_Assigned task_: Each line below must be transcribed with no word changed.
○ ○ ○ ○
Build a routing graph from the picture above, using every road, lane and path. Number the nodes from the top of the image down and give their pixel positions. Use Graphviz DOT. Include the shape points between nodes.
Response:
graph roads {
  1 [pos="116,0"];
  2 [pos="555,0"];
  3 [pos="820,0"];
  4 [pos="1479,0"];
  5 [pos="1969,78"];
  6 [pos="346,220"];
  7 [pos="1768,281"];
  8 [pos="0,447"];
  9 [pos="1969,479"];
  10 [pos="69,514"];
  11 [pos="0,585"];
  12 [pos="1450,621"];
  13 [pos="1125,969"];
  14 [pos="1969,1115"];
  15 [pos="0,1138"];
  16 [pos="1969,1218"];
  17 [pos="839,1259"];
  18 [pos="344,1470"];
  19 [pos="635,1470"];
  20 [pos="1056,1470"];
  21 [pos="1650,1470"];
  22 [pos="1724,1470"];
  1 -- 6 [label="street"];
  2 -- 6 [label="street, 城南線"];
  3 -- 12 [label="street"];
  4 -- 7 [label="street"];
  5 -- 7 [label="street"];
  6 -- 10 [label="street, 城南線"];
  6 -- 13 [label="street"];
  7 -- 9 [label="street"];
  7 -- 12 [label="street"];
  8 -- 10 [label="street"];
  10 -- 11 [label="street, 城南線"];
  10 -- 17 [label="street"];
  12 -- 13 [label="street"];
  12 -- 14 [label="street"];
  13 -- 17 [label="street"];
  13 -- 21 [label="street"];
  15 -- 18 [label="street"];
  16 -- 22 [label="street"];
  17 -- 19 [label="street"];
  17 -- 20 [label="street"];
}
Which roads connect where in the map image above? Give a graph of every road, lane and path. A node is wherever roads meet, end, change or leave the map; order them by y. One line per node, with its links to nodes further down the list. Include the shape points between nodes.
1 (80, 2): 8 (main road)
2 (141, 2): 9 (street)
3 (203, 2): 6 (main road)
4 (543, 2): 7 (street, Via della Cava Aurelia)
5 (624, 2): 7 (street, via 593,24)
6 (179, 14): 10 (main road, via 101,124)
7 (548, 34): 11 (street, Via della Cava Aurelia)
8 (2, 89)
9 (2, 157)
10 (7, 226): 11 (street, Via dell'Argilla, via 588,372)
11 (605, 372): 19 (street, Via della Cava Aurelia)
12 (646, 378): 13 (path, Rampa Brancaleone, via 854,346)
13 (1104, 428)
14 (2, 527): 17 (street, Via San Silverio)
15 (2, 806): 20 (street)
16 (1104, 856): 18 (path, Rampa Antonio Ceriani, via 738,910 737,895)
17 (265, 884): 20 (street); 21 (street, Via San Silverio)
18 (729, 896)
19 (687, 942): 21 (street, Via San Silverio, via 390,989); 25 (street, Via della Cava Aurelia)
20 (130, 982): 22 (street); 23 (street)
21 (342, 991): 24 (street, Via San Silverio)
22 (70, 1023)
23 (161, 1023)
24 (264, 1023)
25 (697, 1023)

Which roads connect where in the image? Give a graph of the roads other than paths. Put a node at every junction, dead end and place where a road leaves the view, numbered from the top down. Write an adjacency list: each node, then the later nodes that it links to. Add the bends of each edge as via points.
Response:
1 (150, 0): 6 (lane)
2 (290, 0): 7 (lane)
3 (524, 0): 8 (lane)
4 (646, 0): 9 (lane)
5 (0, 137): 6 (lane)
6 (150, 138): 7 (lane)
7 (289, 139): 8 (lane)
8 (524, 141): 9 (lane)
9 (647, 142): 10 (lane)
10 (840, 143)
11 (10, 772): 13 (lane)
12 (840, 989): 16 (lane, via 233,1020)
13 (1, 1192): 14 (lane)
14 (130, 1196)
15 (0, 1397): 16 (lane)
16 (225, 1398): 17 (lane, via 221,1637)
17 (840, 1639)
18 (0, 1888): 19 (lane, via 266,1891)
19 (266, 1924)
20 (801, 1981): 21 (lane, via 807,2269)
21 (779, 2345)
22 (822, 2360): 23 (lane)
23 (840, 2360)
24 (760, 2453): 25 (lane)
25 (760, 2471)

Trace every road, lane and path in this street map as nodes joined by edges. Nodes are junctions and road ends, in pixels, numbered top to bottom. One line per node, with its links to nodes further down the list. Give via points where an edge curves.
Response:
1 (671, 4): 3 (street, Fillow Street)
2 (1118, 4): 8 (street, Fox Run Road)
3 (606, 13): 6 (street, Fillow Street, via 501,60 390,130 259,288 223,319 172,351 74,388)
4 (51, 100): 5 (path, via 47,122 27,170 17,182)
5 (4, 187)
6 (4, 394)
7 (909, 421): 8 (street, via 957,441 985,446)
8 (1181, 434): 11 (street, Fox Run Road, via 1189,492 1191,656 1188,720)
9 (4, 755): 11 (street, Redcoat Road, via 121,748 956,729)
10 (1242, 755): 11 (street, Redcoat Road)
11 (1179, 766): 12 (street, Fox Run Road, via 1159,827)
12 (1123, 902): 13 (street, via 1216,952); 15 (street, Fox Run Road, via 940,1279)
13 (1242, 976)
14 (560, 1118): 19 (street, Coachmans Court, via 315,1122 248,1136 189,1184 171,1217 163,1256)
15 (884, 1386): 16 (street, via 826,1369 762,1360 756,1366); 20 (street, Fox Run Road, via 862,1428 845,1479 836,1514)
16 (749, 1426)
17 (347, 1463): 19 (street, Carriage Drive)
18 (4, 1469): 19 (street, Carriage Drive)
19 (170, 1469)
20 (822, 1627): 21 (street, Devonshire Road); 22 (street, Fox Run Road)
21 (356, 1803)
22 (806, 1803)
○ ○ ○ ○
_Result_:
Build a routing graph from the picture above, using every road, lane and path. Number the nodes from the top of the image down and give their pixel positions. Use Graphviz DOT. Include the shape points between nodes.
Response:
graph roads {
  1 [pos="116,0"];
  2 [pos="555,0"];
  3 [pos="820,0"];
  4 [pos="1479,0"];
  5 [pos="1969,78"];
  6 [pos="346,220"];
  7 [pos="1768,281"];
  8 [pos="0,447"];
  9 [pos="1969,479"];
  10 [pos="69,514"];
  11 [pos="0,585"];
  12 [pos="1450,621"];
  13 [pos="1125,969"];
  14 [pos="1969,1115"];
  15 [pos="0,1138"];
  16 [pos="1969,1218"];
  17 [pos="839,1259"];
  18 [pos="344,1470"];
  19 [pos="635,1470"];
  20 [pos="1056,1470"];
  21 [pos="1650,1470"];
  22 [pos="1724,1470"];
  1 -- 6 [label="street"];
  2 -- 6 [label="street, 城南線"];
  3 -- 12 [label="street"];
  4 -- 7 [label="street"];
  5 -- 7 [label="street"];
  6 -- 10 [label="street, 城南線"];
  6 -- 13 [label="street"];
  7 -- 9 [label="street"];
  7 -- 12 [label="street"];
  8 -- 10 [label="street"];
  10 -- 11 [label="street, 城南線"];
  10 -- 17 [label="street"];
  12 -- 13 [label="street"];
  12 -- 14 [label="street"];
  13 -- 17 [label="street"];
  13 -- 21 [label="street"];
  15 -- 18 [label="street"];
  16 -- 22 [label="street"];
  17 -- 19 [label="street"];
  17 -- 20 [label="street"];
}
Which roads connect where in the map image above? Give a graph of every road, lane and path. A node is wherever roads meet, end, change or leave the map; order them by y. One line per node, with its links to nodes further down the list. Include the shape points between nodes.
1 (80, 2): 8 (main road)
2 (141, 2): 9 (street)
3 (203, 2): 6 (main road)
4 (543, 2): 7 (street, Via della Cava Aurelia)
5 (624, 2): 7 (street, via 593,24)
6 (179, 14): 10 (main road, via 101,124)
7 (548, 34): 11 (street, Via della Cava Aurelia)
8 (2, 89)
9 (2, 157)
10 (7, 226): 11 (street, Via dell'Argilla, via 588,372)
11 (605, 372): 19 (street, Via della Cava Aurelia)
12 (646, 378): 13 (path, Rampa Brancaleone, via 854,346)
13 (1104, 428)
14 (2, 527): 17 (street, Via San Silverio)
15 (2, 806): 20 (street)
16 (1104, 856): 18 (path, Rampa Antonio Ceriani, via 738,910 737,895)
17 (265, 884): 20 (street); 21 (street, Via San Silverio)
18 (729, 896)
19 (687, 942): 21 (street, Via San Silverio, via 390,989); 25 (street, Via della Cava Aurelia)
20 (130, 982): 22 (street); 23 (street)
21 (342, 991): 24 (street, Via San Silverio)
22 (70, 1023)
23 (161, 1023)
24 (264, 1023)
25 (697, 1023)

Which roads connect where in the image? Give a graph of the roads other than paths. Put a node at every junction, dead end and place where a road leaves the view, numbered from the top down. Write an adjacency list: each node, then the later nodes that it links to. Add the bends of each edge as via points.
Response:
1 (150, 0): 6 (lane)
2 (290, 0): 7 (lane)
3 (524, 0): 8 (lane)
4 (646, 0): 9 (lane)
5 (0, 137): 6 (lane)
6 (150, 138): 7 (lane)
7 (289, 139): 8 (lane)
8 (524, 141): 9 (lane)
9 (647, 142): 10 (lane)
10 (840, 143)
11 (10, 772): 13 (lane)
12 (840, 989): 16 (lane, via 233,1020)
13 (1, 1192): 14 (lane)
14 (130, 1196)
15 (0, 1397): 16 (lane)
16 (225, 1398): 17 (lane, via 221,1637)
17 (840, 1639)
18 (0, 1888): 19 (lane, via 266,1891)
19 (266, 1924)
20 (801, 1981): 21 (lane, via 807,2269)
21 (779, 2345)
22 (822, 2360): 23 (lane)
23 (840, 2360)
24 (760, 2453): 25 (lane)
25 (760, 2471)

Trace every road, lane and path in this street map as nodes joined by edges. Nodes are junctions and road ends, in pixels, numbered top to bottom. One line per node, with its links to nodes further down the list. Give via points where an edge curves.
Response:
1 (671, 4): 3 (street, Fillow Street)
2 (1118, 4): 8 (street, Fox Run Road)
3 (606, 13): 6 (street, Fillow Street, via 501,60 390,130 259,288 223,319 172,351 74,388)
4 (51, 100): 5 (path, via 47,122 27,170 17,182)
5 (4, 187)
6 (4, 394)
7 (909, 421): 8 (street, via 957,441 985,446)
8 (1181, 434): 11 (street, Fox Run Road, via 1189,492 1191,656 1188,720)
9 (4, 755): 11 (street, Redcoat Road, via 121,748 956,729)
10 (1242, 755): 11 (street, Redcoat Road)
11 (1179, 766): 12 (street, Fox Run Road, via 1159,827)
12 (1123, 902): 13 (street, via 1216,952); 15 (street, Fox Run Road, via 940,1279)
13 (1242, 976)
14 (560, 1118): 19 (street, Coachmans Court, via 315,1122 248,1136 189,1184 171,1217 163,1256)
15 (884, 1386): 16 (street, via 826,1369 762,1360 756,1366); 20 (street, Fox Run Road, via 862,1428 845,1479 836,1514)
16 (749, 1426)
17 (347, 1463): 19 (street, Carriage Drive)
18 (4, 1469): 19 (street, Carriage Drive)
19 (170, 1469)
20 (822, 1627): 21 (street, Devonshire Road); 22 (street, Fox Run Road)
21 (356, 1803)
22 (806, 1803)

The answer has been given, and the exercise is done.